[The records]
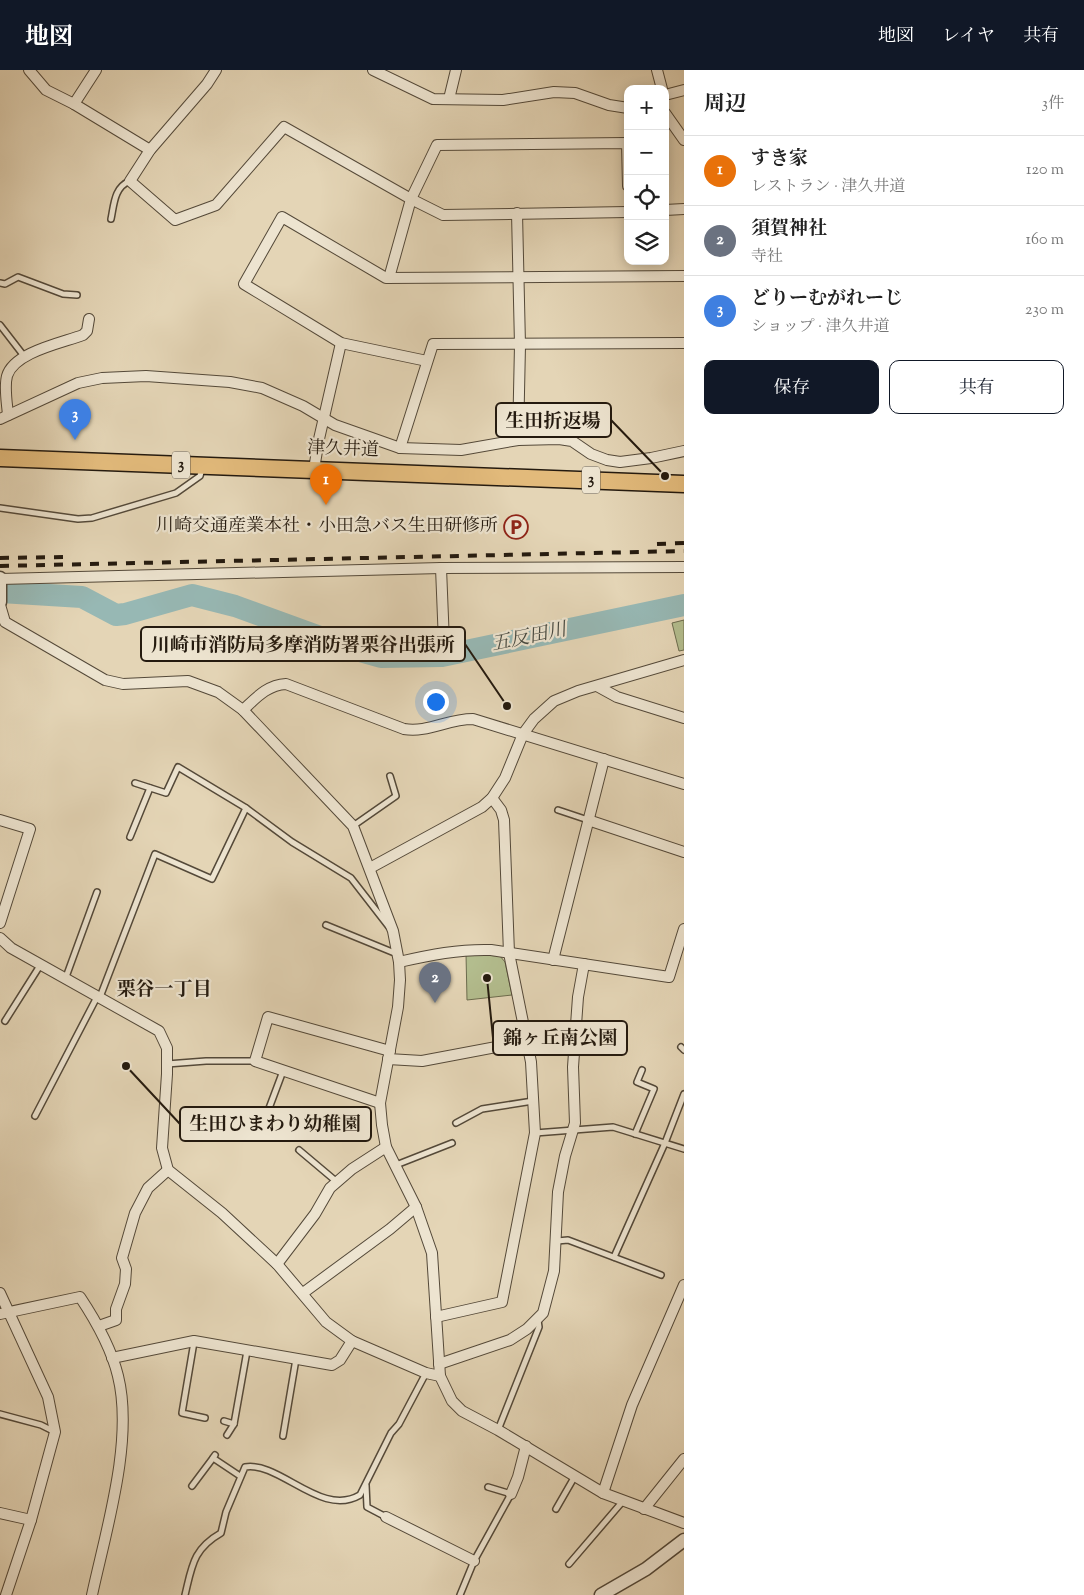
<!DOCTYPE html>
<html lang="ja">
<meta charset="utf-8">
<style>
:root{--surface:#fff;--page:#f6f6f6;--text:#222;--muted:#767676;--line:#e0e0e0;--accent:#111827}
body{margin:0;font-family:"Sorts Mill Goudy","Noto Serif JP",serif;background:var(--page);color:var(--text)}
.controls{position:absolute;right:15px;top:15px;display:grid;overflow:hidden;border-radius:10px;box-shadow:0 2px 12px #0003}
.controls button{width:45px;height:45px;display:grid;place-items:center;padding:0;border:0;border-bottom:1px solid var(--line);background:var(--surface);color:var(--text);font:25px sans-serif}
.you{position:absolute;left:435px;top:631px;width:18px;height:18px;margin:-12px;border:4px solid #fff;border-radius:50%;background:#1a73e8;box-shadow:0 0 0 8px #1a73e833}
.badge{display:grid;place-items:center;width:32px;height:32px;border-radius:50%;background:var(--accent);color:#fff;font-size:16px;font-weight:700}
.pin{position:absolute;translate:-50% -41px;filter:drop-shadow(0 1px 2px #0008)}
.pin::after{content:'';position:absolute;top:26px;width:18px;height:15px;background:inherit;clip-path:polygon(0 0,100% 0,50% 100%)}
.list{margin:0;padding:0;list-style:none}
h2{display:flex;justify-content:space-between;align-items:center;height:65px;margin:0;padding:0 20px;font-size:21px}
h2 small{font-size:16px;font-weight:400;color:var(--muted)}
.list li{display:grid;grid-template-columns:32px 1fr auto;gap:15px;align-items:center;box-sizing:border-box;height:70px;padding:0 20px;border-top:1px solid var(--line)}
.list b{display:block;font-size:19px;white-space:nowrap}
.list p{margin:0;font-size:16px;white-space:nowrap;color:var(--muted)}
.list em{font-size:16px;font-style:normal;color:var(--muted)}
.actions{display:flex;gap:10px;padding:15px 20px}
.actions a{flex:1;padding:11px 0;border:1px solid var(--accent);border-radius:10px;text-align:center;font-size:18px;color:var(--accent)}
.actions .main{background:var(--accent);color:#fff}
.icon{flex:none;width:28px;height:28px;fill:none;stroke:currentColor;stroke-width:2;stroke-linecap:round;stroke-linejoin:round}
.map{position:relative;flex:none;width:684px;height:1525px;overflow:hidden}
header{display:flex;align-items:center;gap:30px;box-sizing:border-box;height:70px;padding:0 25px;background:var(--accent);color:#fff}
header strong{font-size:24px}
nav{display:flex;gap:28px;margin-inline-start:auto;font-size:18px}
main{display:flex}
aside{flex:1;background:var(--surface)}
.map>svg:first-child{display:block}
.green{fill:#b3bd8e;stroke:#6c6c4e}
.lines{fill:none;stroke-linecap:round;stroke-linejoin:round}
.river{stroke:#97b8b4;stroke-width:22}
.service-casing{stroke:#544939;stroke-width:8}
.minor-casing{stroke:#544939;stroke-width:12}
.tertiary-casing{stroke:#544939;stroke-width:15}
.primary-casing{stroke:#241a0f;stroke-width:19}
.service{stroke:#ede4d0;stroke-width:5}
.minor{stroke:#ede4d0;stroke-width:10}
.tertiary{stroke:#ede4d0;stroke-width:12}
.primary{stroke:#e2ba7b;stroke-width:16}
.rail{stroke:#241a0f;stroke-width:4;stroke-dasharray:9 9;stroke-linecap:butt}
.labels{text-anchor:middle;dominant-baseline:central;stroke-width:4.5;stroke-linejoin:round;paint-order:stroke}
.shield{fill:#ede4d0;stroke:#605749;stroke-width:1}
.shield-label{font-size:16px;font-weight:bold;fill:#241a0f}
.street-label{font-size:18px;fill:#241a0f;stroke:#ede4d0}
.poi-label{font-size:18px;fill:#241a0f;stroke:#ede4d0;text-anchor:end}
.water-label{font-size:19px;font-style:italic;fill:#464941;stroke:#ede4d0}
.neighbourhood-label{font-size:19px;font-weight:bold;fill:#241a0f;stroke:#ede4d0}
.leader{fill:none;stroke:#241a0f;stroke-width:2}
.callout-dot{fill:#241a0f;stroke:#ede4d0;stroke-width:2}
.callout{fill:#ede4d0;stroke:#241a0f;stroke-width:2}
.callout-label{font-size:19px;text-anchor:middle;font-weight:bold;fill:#241a0f}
</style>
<header>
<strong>地図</strong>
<nav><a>地図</a><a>レイヤ</a><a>共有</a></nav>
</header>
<main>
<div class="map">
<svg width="684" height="1525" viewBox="0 0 684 1525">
<rect width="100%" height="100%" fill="#e4d5b6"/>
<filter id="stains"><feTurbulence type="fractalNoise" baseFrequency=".004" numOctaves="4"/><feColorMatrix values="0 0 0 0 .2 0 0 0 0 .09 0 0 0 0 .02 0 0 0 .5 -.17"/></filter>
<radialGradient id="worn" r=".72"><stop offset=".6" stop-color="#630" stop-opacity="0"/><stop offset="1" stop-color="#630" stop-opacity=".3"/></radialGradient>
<g class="green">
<path d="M684,550V580L679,581L672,553Z"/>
<path d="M466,884L500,886L505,892L512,925L467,930Z"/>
</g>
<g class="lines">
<path class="river" d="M0,522L82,527L116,545L125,544L192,525L235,536L356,580L381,587L442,586L684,535"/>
<g class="service-casing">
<g id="service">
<path d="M111,149C114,135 114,117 130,111"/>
<path d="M0,213L5,214L18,207L63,224L77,225"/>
<path d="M0,255L24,286"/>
<path d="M0,438L78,449L92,448L176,423L200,406L202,399"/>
<path d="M135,713L166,723L178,697L246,738L292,772L351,808L389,857"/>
<path d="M558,740L588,750"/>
<path d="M353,756L396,726L390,706"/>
<path d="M130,767L150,718"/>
<path d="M326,855L397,884"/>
<path d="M66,907L97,822"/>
<path d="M100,927L155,784L212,809L246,738"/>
<path d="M5,951L41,894"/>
<path d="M681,977L684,980"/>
<path d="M167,994L206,991H255"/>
<path d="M268,1041L283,1001"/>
<path d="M35,1046L97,927"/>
<path d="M456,1053L482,1039L533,1031"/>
<path d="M535,1063L613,1057L684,1079"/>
<path d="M635,1064L654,1019L637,1012L642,1000"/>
<path d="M299,1080L337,1112"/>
<path d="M396,1095L452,1073"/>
<path d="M557,1171L568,1170L661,1205"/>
<path d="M614,1187L665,1073L684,1024"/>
<path d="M194,1272L182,1343L205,1348"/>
<path d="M0,1344L41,1355L55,1362"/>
<path d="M224,1351L234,1354"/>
<path d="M498,1360L539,1257L538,1250"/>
<path d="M227,1365L234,1354L247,1281"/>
<path d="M283,1366L296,1289"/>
<path d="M215,1385L213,1388L240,1406"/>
<path d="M366,1415L367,1437L386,1447"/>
<path d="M192,1416L213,1388"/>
<path d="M556,1439L575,1406"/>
<path d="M569,1494L623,1431"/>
<path d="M185,1525C192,1496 193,1479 221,1463L226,1442L245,1397C280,1391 321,1448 360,1425L391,1363L399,1354L426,1303"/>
<path d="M460,1525L474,1491L511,1424L488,1417"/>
</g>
</g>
<g class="minor-casing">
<g id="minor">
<path d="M29,0L46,20L74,34L150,80"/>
<path d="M216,0L207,14L150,80L130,111L175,150L216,135L284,57L411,129L443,145L628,142"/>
<path d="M373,0L433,29L503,30L554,22L575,23L609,35L628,38"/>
<path d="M657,0L662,19"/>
<path d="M665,25L684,20"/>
<path d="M449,29L456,0"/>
<path d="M74,34L96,0"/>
<path d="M665,43L684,70"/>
<path d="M665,140L684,139"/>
<path d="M517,143L520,275L518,370"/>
<path d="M389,208L411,129L437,75L627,73L628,116"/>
<path d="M427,291L341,273L244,214L282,147L386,208L684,206"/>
<path d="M8,345C7,333 4,317 7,306C14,282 62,273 83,265L87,261L89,249"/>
<path d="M0,349L78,313L102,308L146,306L230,312L262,318L303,336L335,355L400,378L461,380L518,370L559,369L572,371L591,384L607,390L620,392L651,388L684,381"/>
<path d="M400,378L433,274L684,273"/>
<path d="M314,399L319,369L341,273"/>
<path d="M441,498L444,573"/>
<path d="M0,509L441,498L684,497"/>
<path d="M0,535L5,552L105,610L123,614L188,611L218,622L243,640L353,756L393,861L399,892L400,910L398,937L380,1033L382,1055L386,1077L416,1137L432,1183L440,1306L452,1331L462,1341L498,1360L603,1423L684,1453"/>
<path d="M597,616L617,627L684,648"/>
<path d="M243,640C256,628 267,615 286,614L404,659C428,663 447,649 473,649L684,714"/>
<path d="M0,750L30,759L0,853"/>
<path d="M588,750L684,782"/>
<path d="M370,798L482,737L492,728L505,708L523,664L534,649L554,631L578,621L684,590"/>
<path d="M0,868L11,878L159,961L167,978V1004L162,1078L168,1100L222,1143L277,1194L326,1252L352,1271L426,1303L440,1306"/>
<path d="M553,890L604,689"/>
<path d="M399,892C430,885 459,879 491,880L669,907L684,859"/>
<path d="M388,989L422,991L528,971"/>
<path d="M380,1033L255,991L268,947L390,981"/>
<path d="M277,1194L315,1144L330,1118L352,1099L386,1077"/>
<path d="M0,1223L48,1327L55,1362L31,1450L6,1525"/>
<path d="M303,1223L390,1159L416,1137"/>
<path d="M0,1244L80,1227C96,1251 111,1277 118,1306C134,1370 106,1460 92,1525"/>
<path d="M436,1247L502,1232L535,1063L531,992L509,883L504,750L501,740L492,728"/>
<path d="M99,1256L116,1250V1239L125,1214L126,1199L122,1188L135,1143L148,1118L168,1100"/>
<path d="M112,1288L194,1271L332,1295L340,1290L352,1271"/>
<path d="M439,1294L510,1270L527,1259L543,1243L554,1201L558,1122L565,1086L575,1053L573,997L578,927L584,894"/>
<path d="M603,1423L632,1335L684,1215"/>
<path d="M511,1424L518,1407L526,1376"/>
<path d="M644,1439L684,1389"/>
<path d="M0,1443L31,1450"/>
<path d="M386,1447L474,1491"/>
</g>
</g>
<g class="tertiary-casing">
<g id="tertiary">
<path d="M0,508V532"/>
<path d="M601,1525L646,1499L684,1470"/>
</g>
</g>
<g class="primary-casing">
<path id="primary" d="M0,388L684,414"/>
</g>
<use href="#service" class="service"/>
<use href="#minor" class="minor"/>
<use href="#tertiary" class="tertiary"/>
<use href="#primary" class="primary"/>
<g class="rail">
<path d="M657,474L684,473"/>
<path d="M0,488L67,487"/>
<path d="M0,496L684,481"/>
</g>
</g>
<defs>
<g id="parking-ring" transform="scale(1.25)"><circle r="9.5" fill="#ede4d0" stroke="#8f2418" stroke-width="1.5"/><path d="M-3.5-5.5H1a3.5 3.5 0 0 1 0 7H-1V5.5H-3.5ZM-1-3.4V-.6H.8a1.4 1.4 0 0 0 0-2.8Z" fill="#8f2418"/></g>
</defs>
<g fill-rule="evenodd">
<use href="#parking-ring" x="516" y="457"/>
</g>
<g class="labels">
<g class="shield">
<rect x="172" y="381.5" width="18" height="27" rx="4"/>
<rect x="582" y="396.5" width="18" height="27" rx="4"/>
</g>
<g class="shield-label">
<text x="181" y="395">3</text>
<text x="591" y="410">3</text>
</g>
<g class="street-label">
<text transform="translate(343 380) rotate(2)">津久井道</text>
</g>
<g class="poi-label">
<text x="498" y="457">川崎交通産業本社・小田急バス生田研修所</text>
</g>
<g class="water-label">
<text transform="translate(529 568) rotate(-12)">五反田川</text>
</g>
<g class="neighbourhood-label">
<text x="164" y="920">栗谷一丁目</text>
</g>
</g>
<path class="leader" d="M665 406L611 350M507 636L465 574M487 908L493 968M126 996L180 1054"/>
<g class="callout-dot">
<circle cx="665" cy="406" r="5"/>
<circle cx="507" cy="636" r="5"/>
<circle cx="487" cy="908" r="5"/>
<circle cx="126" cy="996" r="5"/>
</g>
<g class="callout">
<rect x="496" y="333" width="115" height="34" rx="5"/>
<rect x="141" y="557" width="324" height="34" rx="5"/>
<rect x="493" y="951" width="134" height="34" rx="5"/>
<rect x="180" y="1037" width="191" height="34" rx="5"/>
</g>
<g class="callout-label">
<text x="553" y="357">生田折返場</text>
<text x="303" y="581">川崎市消防局多摩消防署栗谷出張所</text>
<text x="560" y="974">錦ヶ丘南公園</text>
<text x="275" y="1060">生田ひまわり幼稚園</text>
</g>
<rect width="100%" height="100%" filter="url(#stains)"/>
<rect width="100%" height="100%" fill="url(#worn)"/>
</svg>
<div class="controls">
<button>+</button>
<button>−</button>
<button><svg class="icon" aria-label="locate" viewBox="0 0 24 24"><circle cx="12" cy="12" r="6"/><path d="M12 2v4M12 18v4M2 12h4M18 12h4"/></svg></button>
<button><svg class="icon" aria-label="layers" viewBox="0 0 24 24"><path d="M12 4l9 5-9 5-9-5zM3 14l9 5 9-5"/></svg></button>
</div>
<div class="you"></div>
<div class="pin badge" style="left:326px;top:435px;background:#e8710a">1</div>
<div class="pin badge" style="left:435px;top:933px;background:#6b7280">2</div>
<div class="pin badge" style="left:75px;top:370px;background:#3f7fe0">3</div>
</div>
<aside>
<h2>周辺<small>3件</small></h2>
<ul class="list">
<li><span class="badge" style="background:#e8710a">1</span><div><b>すき家</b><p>レストラン · 津久井道</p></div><em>120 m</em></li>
<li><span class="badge" style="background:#6b7280">2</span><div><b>須賀神社</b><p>寺社</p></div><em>160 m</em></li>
<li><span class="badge" style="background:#3f7fe0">3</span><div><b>どりーむがれーじ</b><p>ショップ · 津久井道</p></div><em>230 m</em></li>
</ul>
<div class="actions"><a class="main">保存</a><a>共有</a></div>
</aside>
</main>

[Exercise objective] Search the entries for the word "worn", then gather every line that has it.

[Answer to the problem]
<radialGradient id="worn" r=".72"><stop offset=".6" stop-color="#630" stop-opacity="0"/><stop offset="1" stop-color="#630" stop-opacity=".3"/></radialGradient>
<rect width="100%" height="100%" fill="url(#worn)"/>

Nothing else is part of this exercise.